愛する者を奪われた彼はもうなにも愛すまいと心で繰り返しました。
「もう、いやや。こんな思いするのはもう、いやや! 」
繰り返し繰り返しこころの中で叫びました。


おばさんがしごとに出たある日彼は家を出ました。
荒れた気持ちを癒せず有らん限りの悪いことをしました。彼は何人もの人を不幸に陥れました。


そんな邪鬼を見かねた観音様は罰をお与えになりました。鬼と化し四天王の足蹴におかれたのです。
彼は仏様に囲まれて千年の月日を過ごすことになりました。慈悲や信頼や愛情と言う美しい言葉を仏様は教えて下さいました。けれど、知識は、閉ざした心を癒すことは出来ません。
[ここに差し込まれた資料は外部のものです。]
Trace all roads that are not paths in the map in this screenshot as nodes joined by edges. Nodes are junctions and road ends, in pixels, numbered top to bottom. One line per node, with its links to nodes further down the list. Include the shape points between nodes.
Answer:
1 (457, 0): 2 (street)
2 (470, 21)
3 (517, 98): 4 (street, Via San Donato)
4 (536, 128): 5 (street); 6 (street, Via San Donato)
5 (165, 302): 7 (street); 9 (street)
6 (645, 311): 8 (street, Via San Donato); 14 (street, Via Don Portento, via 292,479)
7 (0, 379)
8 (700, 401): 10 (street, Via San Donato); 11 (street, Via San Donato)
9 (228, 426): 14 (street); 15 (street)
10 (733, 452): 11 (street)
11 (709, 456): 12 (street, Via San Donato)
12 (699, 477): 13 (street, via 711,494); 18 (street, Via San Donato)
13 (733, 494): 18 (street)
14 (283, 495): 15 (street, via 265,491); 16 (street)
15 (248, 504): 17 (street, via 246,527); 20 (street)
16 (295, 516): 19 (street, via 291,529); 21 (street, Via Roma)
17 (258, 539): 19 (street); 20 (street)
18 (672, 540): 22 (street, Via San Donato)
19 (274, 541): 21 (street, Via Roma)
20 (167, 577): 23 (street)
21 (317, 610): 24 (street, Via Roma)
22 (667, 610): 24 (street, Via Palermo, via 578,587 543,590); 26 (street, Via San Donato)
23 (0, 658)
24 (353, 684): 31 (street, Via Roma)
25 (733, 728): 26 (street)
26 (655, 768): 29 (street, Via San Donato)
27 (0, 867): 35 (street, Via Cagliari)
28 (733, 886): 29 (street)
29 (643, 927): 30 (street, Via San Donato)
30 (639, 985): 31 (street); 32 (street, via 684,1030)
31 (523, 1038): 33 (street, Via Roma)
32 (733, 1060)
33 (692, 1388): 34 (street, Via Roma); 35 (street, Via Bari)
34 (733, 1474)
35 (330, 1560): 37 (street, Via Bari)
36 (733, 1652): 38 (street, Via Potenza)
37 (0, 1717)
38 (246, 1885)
ところが今幸せそうな写真とメッセージは邪鬼の体の中に入り込んで来たのです。
邪鬼はその時自分の母の懐に包まれた思いがしました。


一粒の熱い涙がこぼれました。邪鬼はオイオイ泣きました。そして、ワーワーと泣きました。彼は、朝から夜まで泣きました。


千年分泣いて泣いて、涙で心の汚れを洗い流しました。

 

― 帰路 ―


邪鬼はぐっしょりと濡れた顔を拭い、チビの体から離れました。
チビを段ボールの寝所に移し、自分はお寺の方へと向かいました。
「約束の時間まで、たっぷりある。俺は帰らへんぞ。邪悪な鬼が、なんで約束を守らなあかんのや。俺は帰らへんのや」
言いながら、邪鬼はお寺の裏門をくぐり抜けました。


そして本堂に入り毘沙門天の足の下に潜り込みました。そしてすぐに深い眠りに落ち入りました。
邪鬼の寝顔を見ながら、毘沙門天はつぶやきました。


「こんな穏やかな寝顔をしている邪鬼は、鬼とはいえないな。ゆっくりおやすみ」
苦笑いをしながら、右足をそっと浮かしてやりました。